=== Data section ===

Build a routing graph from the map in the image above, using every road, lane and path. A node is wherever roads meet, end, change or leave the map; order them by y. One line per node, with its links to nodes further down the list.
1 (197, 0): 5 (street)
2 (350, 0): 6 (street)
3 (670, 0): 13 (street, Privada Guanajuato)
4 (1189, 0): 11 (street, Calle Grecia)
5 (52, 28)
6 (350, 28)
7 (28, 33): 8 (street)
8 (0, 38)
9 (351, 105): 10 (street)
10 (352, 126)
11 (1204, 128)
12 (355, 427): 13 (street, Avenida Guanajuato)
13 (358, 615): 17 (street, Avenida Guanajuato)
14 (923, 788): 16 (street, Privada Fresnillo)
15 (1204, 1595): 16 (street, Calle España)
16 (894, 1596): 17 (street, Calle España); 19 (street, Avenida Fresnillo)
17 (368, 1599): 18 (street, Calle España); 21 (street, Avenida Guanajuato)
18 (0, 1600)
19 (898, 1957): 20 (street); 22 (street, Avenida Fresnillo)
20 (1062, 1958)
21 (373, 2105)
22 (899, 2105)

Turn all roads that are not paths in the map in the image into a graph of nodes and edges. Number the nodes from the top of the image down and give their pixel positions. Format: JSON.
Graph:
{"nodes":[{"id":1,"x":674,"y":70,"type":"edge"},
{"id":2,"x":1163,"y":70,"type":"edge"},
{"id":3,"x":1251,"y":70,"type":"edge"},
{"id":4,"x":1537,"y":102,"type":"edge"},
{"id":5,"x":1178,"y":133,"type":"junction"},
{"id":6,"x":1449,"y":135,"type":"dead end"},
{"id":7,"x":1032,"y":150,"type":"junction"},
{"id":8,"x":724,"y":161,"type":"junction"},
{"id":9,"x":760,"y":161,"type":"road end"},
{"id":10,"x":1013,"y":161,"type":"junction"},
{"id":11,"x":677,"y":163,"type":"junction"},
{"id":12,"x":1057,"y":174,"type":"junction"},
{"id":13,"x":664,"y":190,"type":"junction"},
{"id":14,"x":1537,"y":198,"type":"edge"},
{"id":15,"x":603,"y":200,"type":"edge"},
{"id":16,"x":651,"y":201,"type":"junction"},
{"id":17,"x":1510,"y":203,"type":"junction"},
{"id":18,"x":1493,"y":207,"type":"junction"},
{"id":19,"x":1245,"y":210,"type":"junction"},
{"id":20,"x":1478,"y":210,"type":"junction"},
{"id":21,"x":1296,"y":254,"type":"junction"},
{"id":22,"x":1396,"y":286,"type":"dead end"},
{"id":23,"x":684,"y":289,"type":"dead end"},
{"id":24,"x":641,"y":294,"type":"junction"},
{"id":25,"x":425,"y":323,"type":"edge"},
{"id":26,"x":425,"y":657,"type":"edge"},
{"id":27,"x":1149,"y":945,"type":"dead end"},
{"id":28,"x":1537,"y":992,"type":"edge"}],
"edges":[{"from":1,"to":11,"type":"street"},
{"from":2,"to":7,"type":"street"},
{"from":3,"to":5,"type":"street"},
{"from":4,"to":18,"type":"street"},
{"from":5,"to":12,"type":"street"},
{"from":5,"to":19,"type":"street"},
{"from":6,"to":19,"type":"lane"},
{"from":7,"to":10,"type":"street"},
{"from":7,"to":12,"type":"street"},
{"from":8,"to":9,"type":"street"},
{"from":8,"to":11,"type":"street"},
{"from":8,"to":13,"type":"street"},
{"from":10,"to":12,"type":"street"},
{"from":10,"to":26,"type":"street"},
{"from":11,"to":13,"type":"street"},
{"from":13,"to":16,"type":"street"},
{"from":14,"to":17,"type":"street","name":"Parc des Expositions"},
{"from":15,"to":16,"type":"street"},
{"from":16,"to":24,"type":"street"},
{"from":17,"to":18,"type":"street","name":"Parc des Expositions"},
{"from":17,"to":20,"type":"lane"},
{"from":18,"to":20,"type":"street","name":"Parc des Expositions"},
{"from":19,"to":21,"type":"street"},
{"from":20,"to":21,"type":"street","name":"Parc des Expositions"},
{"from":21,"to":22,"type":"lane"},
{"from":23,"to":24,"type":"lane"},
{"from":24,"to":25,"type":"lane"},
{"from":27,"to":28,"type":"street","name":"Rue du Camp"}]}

=== Problem statement ===
Without omitting anything, retype all of the material above exactly.

=== Written reply ===
Build a routing graph from the map in the image above, using every road, lane and path. A node is wherever roads meet, end, change or leave the map; order them by y. One line per node, with its links to nodes further down the list.
1 (197, 0): 5 (street)
2 (350, 0): 6 (street)
3 (670, 0): 13 (street, Privada Guanajuato)
4 (1189, 0): 11 (street, Calle Grecia)
5 (52, 28)
6 (350, 28)
7 (28, 33): 8 (street)
8 (0, 38)
9 (351, 105): 10 (street)
10 (352, 126)
11 (1204, 128)
12 (355, 427): 13 (street, Avenida Guanajuato)
13 (358, 615): 17 (street, Avenida Guanajuato)
14 (923, 788): 16 (street, Privada Fresnillo)
15 (1204, 1595): 16 (street, Calle España)
16 (894, 1596): 17 (street, Calle España); 19 (street, Avenida Fresnillo)
17 (368, 1599): 18 (street, Calle España); 21 (street, Avenida Guanajuato)
18 (0, 1600)
19 (898, 1957): 20 (street); 22 (street, Avenida Fresnillo)
20 (1062, 1958)
21 (373, 2105)
22 (899, 2105)

Turn all roads that are not paths in the map in the image into a graph of nodes and edges. Number the nodes from the top of the image down and give their pixel positions. Format: JSON.
Graph:
{"nodes":[{"id":1,"x":674,"y":70,"type":"edge"},
{"id":2,"x":1163,"y":70,"type":"edge"},
{"id":3,"x":1251,"y":70,"type":"edge"},
{"id":4,"x":1537,"y":102,"type":"edge"},
{"id":5,"x":1178,"y":133,"type":"junction"},
{"id":6,"x":1449,"y":135,"type":"dead end"},
{"id":7,"x":1032,"y":150,"type":"junction"},
{"id":8,"x":724,"y":161,"type":"junction"},
{"id":9,"x":760,"y":161,"type":"road end"},
{"id":10,"x":1013,"y":161,"type":"junction"},
{"id":11,"x":677,"y":163,"type":"junction"},
{"id":12,"x":1057,"y":174,"type":"junction"},
{"id":13,"x":664,"y":190,"type":"junction"},
{"id":14,"x":1537,"y":198,"type":"edge"},
{"id":15,"x":603,"y":200,"type":"edge"},
{"id":16,"x":651,"y":201,"type":"junction"},
{"id":17,"x":1510,"y":203,"type":"junction"},
{"id":18,"x":1493,"y":207,"type":"junction"},
{"id":19,"x":1245,"y":210,"type":"junction"},
{"id":20,"x":1478,"y":210,"type":"junction"},
{"id":21,"x":1296,"y":254,"type":"junction"},
{"id":22,"x":1396,"y":286,"type":"dead end"},
{"id":23,"x":684,"y":289,"type":"dead end"},
{"id":24,"x":641,"y":294,"type":"junction"},
{"id":25,"x":425,"y":323,"type":"edge"},
{"id":26,"x":425,"y":657,"type":"edge"},
{"id":27,"x":1149,"y":945,"type":"dead end"},
{"id":28,"x":1537,"y":992,"type":"edge"}],
"edges":[{"from":1,"to":11,"type":"street"},
{"from":2,"to":7,"type":"street"},
{"from":3,"to":5,"type":"street"},
{"from":4,"to":18,"type":"street"},
{"from":5,"to":12,"type":"street"},
{"from":5,"to":19,"type":"street"},
{"from":6,"to":19,"type":"lane"},
{"from":7,"to":10,"type":"street"},
{"from":7,"to":12,"type":"street"},
{"from":8,"to":9,"type":"street"},
{"from":8,"to":11,"type":"street"},
{"from":8,"to":13,"type":"street"},
{"from":10,"to":12,"type":"street"},
{"from":10,"to":26,"type":"street"},
{"from":11,"to":13,"type":"street"},
{"from":13,"to":16,"type":"street"},
{"from":14,"to":17,"type":"street","name":"Parc des Expositions"},
{"from":15,"to":16,"type":"street"},
{"from":16,"to":24,"type":"street"},
{"from":17,"to":18,"type":"street","name":"Parc des Expositions"},
{"from":17,"to":20,"type":"lane"},
{"from":18,"to":20,"type":"street","name":"Parc des Expositions"},
{"from":19,"to":21,"type":"street"},
{"from":20,"to":21,"type":"street","name":"Parc des Expositions"},
{"from":21,"to":22,"type":"lane"},
{"from":23,"to":24,"type":"lane"},
{"from":24,"to":25,"type":"lane"},
{"from":27,"to":28,"type":"street","name":"Rue du Camp"}]}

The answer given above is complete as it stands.